The new Cornell study addresses something different: how we perceive the passage of microseconds. Understanding those mechanisms may help us to manage trauma, in which instantaneous experiences are remembered as drawn out, Dr. Ogden said.
When trying to assess the importance of an experience, she said, “our brain just looks back and says, Well, how many memories did we make?”
She added, “When you have this really rich memory, richer than you would normally get in a 15-minute period of your life, that’s going to trick you into thinking that it was long.”
Research into perception of time has focused, until recently, on different areas of the brain, said Hugo Critchley, a professor of psychiatry at Brighton and Sussex Medical School who has studied how heartbeats affect memory for words and fear responses.
“I think there’s much greater appreciation that cognitive functions are intimately linked, perhaps even grounded in, the control of the body, whereas most of the psychology up to the 1990s dismisses the body as being something controlled at the level of the brain stem,” said Dr.
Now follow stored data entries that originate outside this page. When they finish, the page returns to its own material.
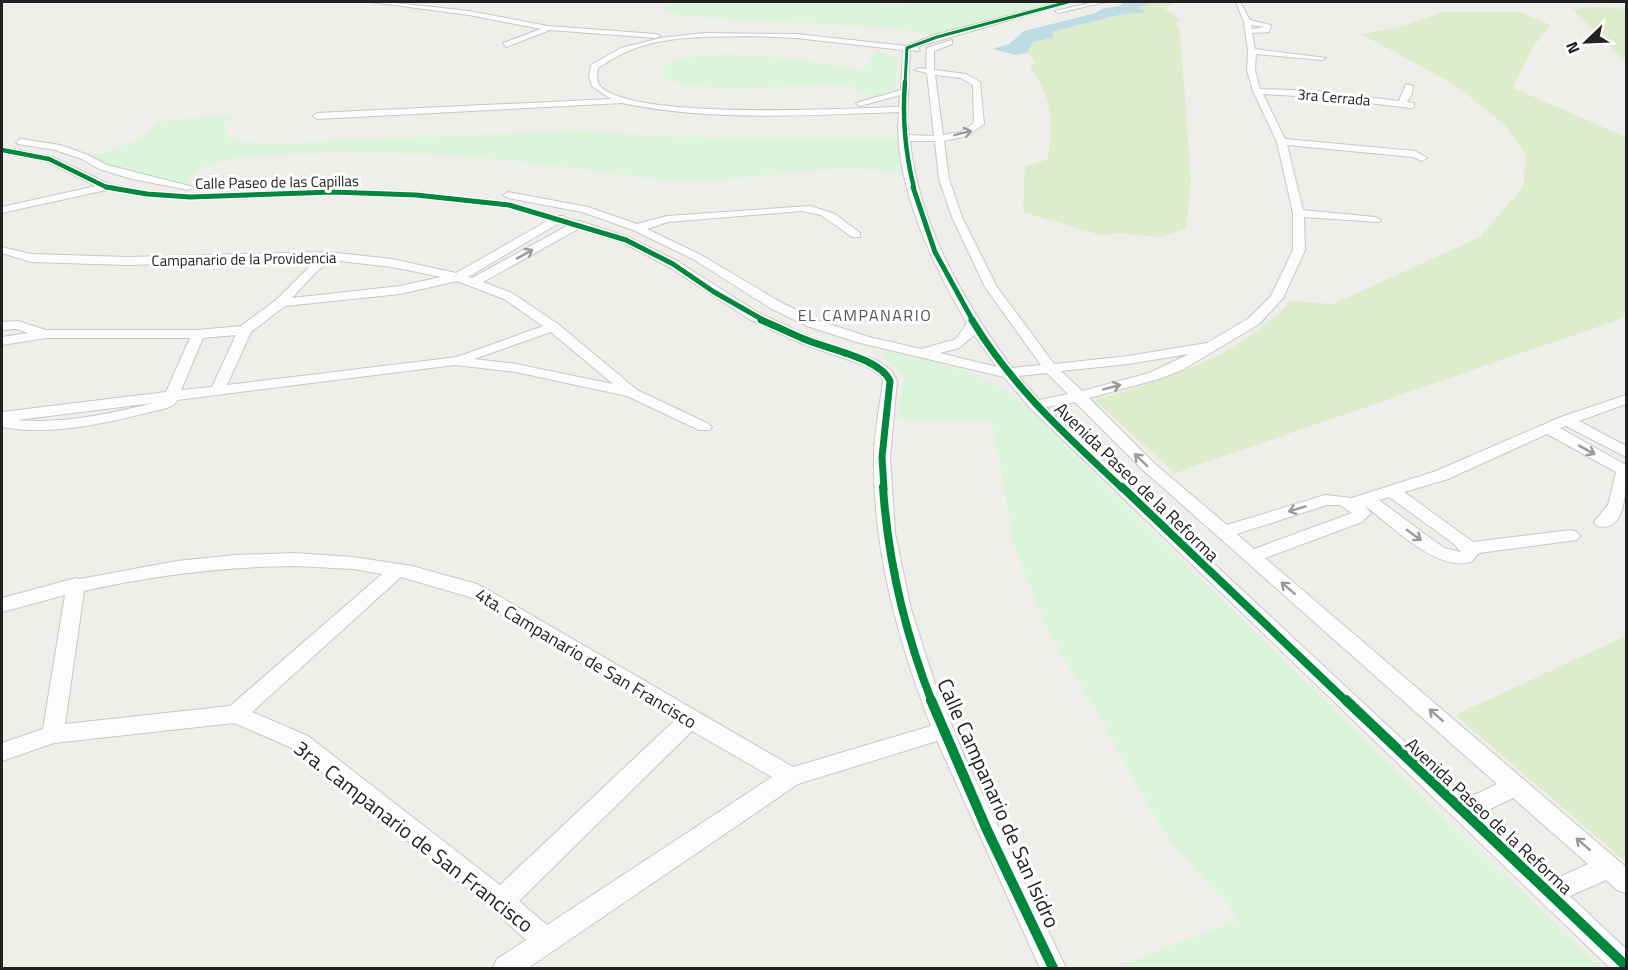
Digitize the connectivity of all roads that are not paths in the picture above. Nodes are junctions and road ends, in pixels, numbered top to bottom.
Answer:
1 (374, 2) edge
2 (1068, 2) edge
3 (1102, 2) edge
4 (1238, 3) dead end
5 (548, 28) junction
6 (684, 36) junction
7 (506, 45) dead end
8 (930, 50) junction
9 (1252, 51) junction
10 (906, 58) junction
11 (1322, 58) dead end
12 (929, 70) junction
13 (1409, 87) dead end
14 (599, 89) junction
15 (902, 92) junction
16 (1257, 92) junction
17 (620, 100) junction
18 (566, 103) junction
19 (1401, 104) junction
20 (1411, 105) dead end
21 (903, 109) junction
22 (830, 110) junction
23 (317, 116) dead end
24 (905, 138) junction
25 (938, 138) junction
26 (1282, 145) junction
27 (6, 151) edge
28 (106, 188) junction
29 (2, 210) edge
30 (1298, 213) junction
31 (560, 218) junction
32 (1375, 220) dead end
33 (579, 224) junction
34 (637, 228) junction
35 (856, 235) dead end
36 (2, 250) edge
37 (328, 256) junction
38 (31, 258) junction
39 (2, 262) edge
40 (458, 277) junction
41 (474, 282) junction
42 (281, 303) junction
43 (973, 324) junction
44 (2, 326) edge
45 (553, 327) junction
46 (245, 330) junction
47 (46, 334) junction
48 (198, 334) junction
49 (2, 340) edge
50 (1207, 348) junction
51 (920, 353) junction
52 (456, 361) junction
53 (1051, 369) junction
54 (883, 370) joint
55 (1006, 373) junction
56 (217, 391) junction
57 (632, 393) junction
58 (1077, 397) junction
59 (170, 399) junction
60 (1626, 399) edge
61 (1035, 405) junction
62 (2, 417) edge
63 (1566, 420) junction
64 (2, 422) edge
65 (704, 427) dead end
66 (1548, 428) junction
67 (1626, 452) edge
68 (1625, 471) edge
69 (1393, 492) junction
70 (1360, 502) junction
71 (1603, 522) dead end
72 (1223, 532) junction
73 (1571, 536) dead end
74 (1469, 548) junction
75 (1252, 556) junction
76 (398, 570) junction
77 (76, 584) junction
78 (2, 605) edge
79 (235, 714) junction
80 (689, 720) junction
81 (942, 731) junction
82 (53, 734) junction
83 (2, 752) edge
84 (791, 777) junction
85 (1516, 785) junction
86 (1462, 812) junction
87 (1618, 875) edge
88 (1549, 893) junction
89 (501, 901) junction
90 (546, 941) junction
91 (1626, 966) edge
92 (506, 969) edge
93 (1053, 969) edge

1 - 5 street
2 - 10 street
3 - 8 street
4 - 9 street
5 - 6 street
5 - 7 street
6 - 10 street
6 - 14 street
8 - 10 street
8 - 12 street, Avenida Paseo de la Reforma
9 - 11 street
9 - 16 street
10 - 12 street
10 - 15 street, Avenida Paseo de la Reforma
12 - 25 street, Avenida Paseo de la Reforma
25 -> 12 street
13 - 19 street
14 - 17 street
14 - 18 street
15 - 21 street, Avenida Paseo de la Reforma
15 - 22 street
16 - 19 street, 3ra Cerrada
16 - 26 street
17 - 18 street
17 - 22 street
18 - 23 street
19 - 20 street, 3ra Cerrada
21 - 22 street
21 - 24 street, Avenida Paseo de la Reforma
24 - 25 street
24 - 43 street, Avenida Paseo de la Reforma
25 - 53 street, Avenida Paseo de la Reforma
26 - 26 street
26 - 30 street
27 - 28 street, Calle Paseo de las Capillas
27 - 34 street
28 - 29 street
28 - 31 street, Calle Paseo de las Capillas
30 - 32 street
30 - 50 street
31 - 33 street, Calle Paseo de las Capillas
31 - 40 street
41 -> 33 street
33 - 54 street, Calle Paseo de las Capillas
34 - 35 street
34 - 51 street
36 - 38 street, Campanario de la Providencia
37 - 38 street, Campanario de la Providencia
37 - 40 street, Campanario de la Providencia
37 - 42 street
38 - 39 street
40 - 41 street, Campanario de la Providencia
40 - 42 street
41 - 45 street, Campanario de la Providencia
42 - 46 street
43 - 51 street
43 - 55 street, Avenida Paseo de la Reforma
44 - 47 street
45 - 52 street
45 - 57 street, Campanario de la Providencia
46 - 48 street
46 - 56 street
47 - 48 street
47 - 49 street
48 - 59 street
50 - 53 street
58 -> 50 street
51 - 55 street
52 - 56 street
52 - 57 street
53 - 55 street
53 - 58 street, Avenida Paseo de la Reforma
54 - 81 street, Calle Campanario de San Isidro
55 - 61 street, Avenida Paseo de la Reforma
56 - 59 street
57 - 65 street
58 - 61 street
72 -> 58 street, Avenida Paseo de la Reforma
59 - 62 street
59 - 64 street
60 - 63 street
61 - 86 street, Avenida Paseo de la Reforma
63 - 66 street
63 - 67 street
66 -> 68 street
66 - 69 street
68 - 71 street
69 - 70 street
69 - 74 street
70 -> 72 street
70 -> 74 street
70 - 75 street
72 - 75 street, Avenida Paseo de la Reforma
73 - 74 street
85 -> 75 street, Avenida Paseo de la Reforma
76 - 77 street, 4ta. Campanario de San Francisco
76 - 79 street
76 - 80 street, 4ta. Campanario de San Francisco
77 - 78 street, 4ta. Campanario de San Francisco
77 - 82 street
79 - 82 street, 3ra. Campanario de San Francisco
79 - 89 street, 3ra. Campanario de San Francisco
80 - 84 street, 4ta. Campanario de San Francisco
80 - 89 street
81 - 84 street
81 - 93 street, Calle Campanario de San Isidro
82 - 83 street, 3ra. Campanario de San Francisco
84 - 90 street
85 - 86 street
87 -> 85 street, Avenida Paseo de la Reforma
86 - 88 street, Avenida Paseo de la Reforma
87 - 88 street
88 - 91 street, Avenida Paseo de la Reforma
89 - 90 street, 3ra. Campanario de San Francisco
90 - 92 street

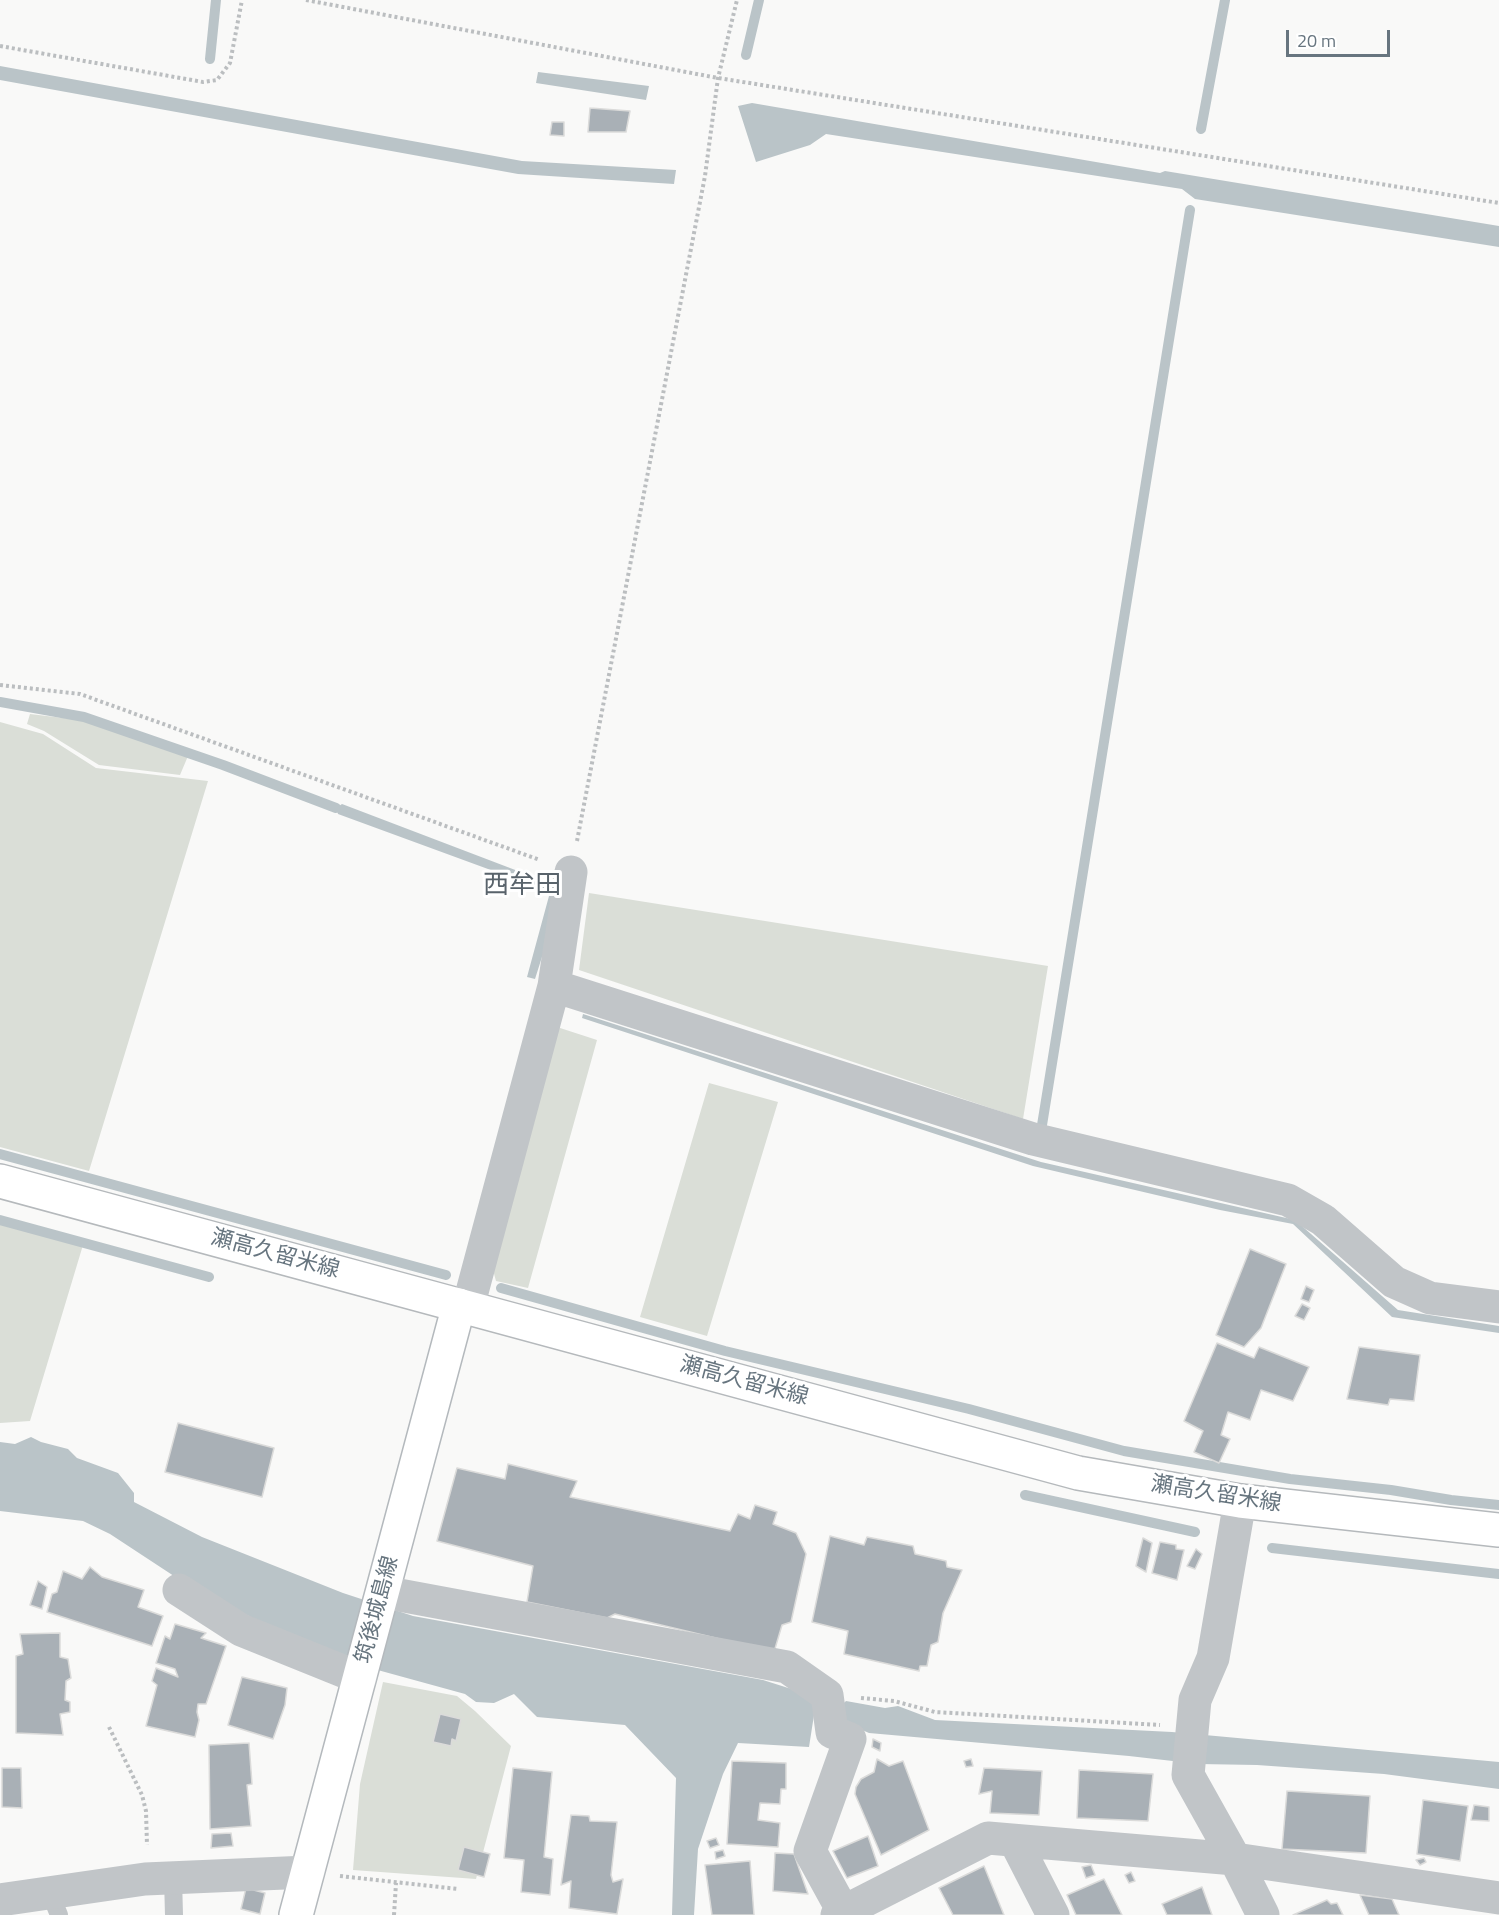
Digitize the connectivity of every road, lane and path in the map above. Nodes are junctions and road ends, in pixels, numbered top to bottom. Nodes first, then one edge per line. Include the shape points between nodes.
1 (242, 0) edge
2 (306, 0) edge
3 (737, 0) edge
4 (0, 46) edge
5 (718, 78) junction
6 (1499, 203) edge
7 (0, 685) edge
8 (571, 872) junction
9 (554, 986) junction
10 (0, 1181) edge
11 (463, 1306) junction
12 (1499, 1307) edge
13 (1240, 1501) junction
14 (1499, 1530) edge
15 (179, 1590) dead end
16 (383, 1592) junction
17 (360, 1678) junction
18 (827, 1695) junction
19 (1193, 1726) junction
20 (109, 1728) dead end
21 (1015, 1841) junction
22 (1235, 1859) junction
23 (308, 1872) junction
24 (159, 1878) junction
25 (396, 1883) junction
26 (458, 1889) dead end
27 (1499, 1898) edge
28 (0, 1900) edge
29 (54, 1904) edge
30 (1469, 1904) edge
31 (842, 1914) edge
32 (174, 1915) edge
33 (296, 1915) edge
34 (394, 1915) edge
35 (1053, 1915) edge
36 (1263, 1915) edge

1 - 4 path via 230,63 217,80 203,82
2 - 5 path
3 - 5 path
5 - 6 path
5 - 8 path via 705,177
7 - 8 path via 80,694
8 - 9 street
9 - 11 street
9 - 12 street via 1033,1139 1288,1200 1323,1220 1394,1282 1430,1298
10 - 11 main road, 瀬高久留米線
11 - 13 main road, 瀬高久留米線 via 1078,1473
11 - 16 main road, 筑後城島線
13 - 14 main road, 瀬高久留米線
13 - 19 street via 1213,1658 1195,1700
15 - 17 street via 241,1630
16 - 17 main road, 筑後城島線
16 - 18 street via 787,1667
17 - 23 main road, 筑後城島線
18 - 19 path via 894,1701 935,1713
18 - 31 street via 832,1732 850,1739 810,1851
19 - 22 street via 1188,1774
20 - 24 path via 142,1795
21 - 22 street
21 - 31 street via 988,1838
21 - 35 street
22 - 30 street
22 - 36 street
23 - 24 street
23 - 25 path
23 - 33 main road, 筑後城島線
24 - 29 street
24 - 32 lane
25 - 26 path
25 - 34 path
27 - 30 street
28 - 29 street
Critchley, who was not involved in the Cornell heartbeat study.
Previous research has investigated how physical arousal is connected to stress processing, and emotional states like anxiety and panic, Dr. Critchley said. The new study expands on that by focusing on the role of the heart in a nonemotional function, the perception of time, which can be linked to larger distortions in thinking.
“You can’t look at cognitive function in isolation,” he said. “Even understanding how the brain develops and starts representing internal mental states, people are looking at the primacy of the inescapable internal information you need to control to keep alive.”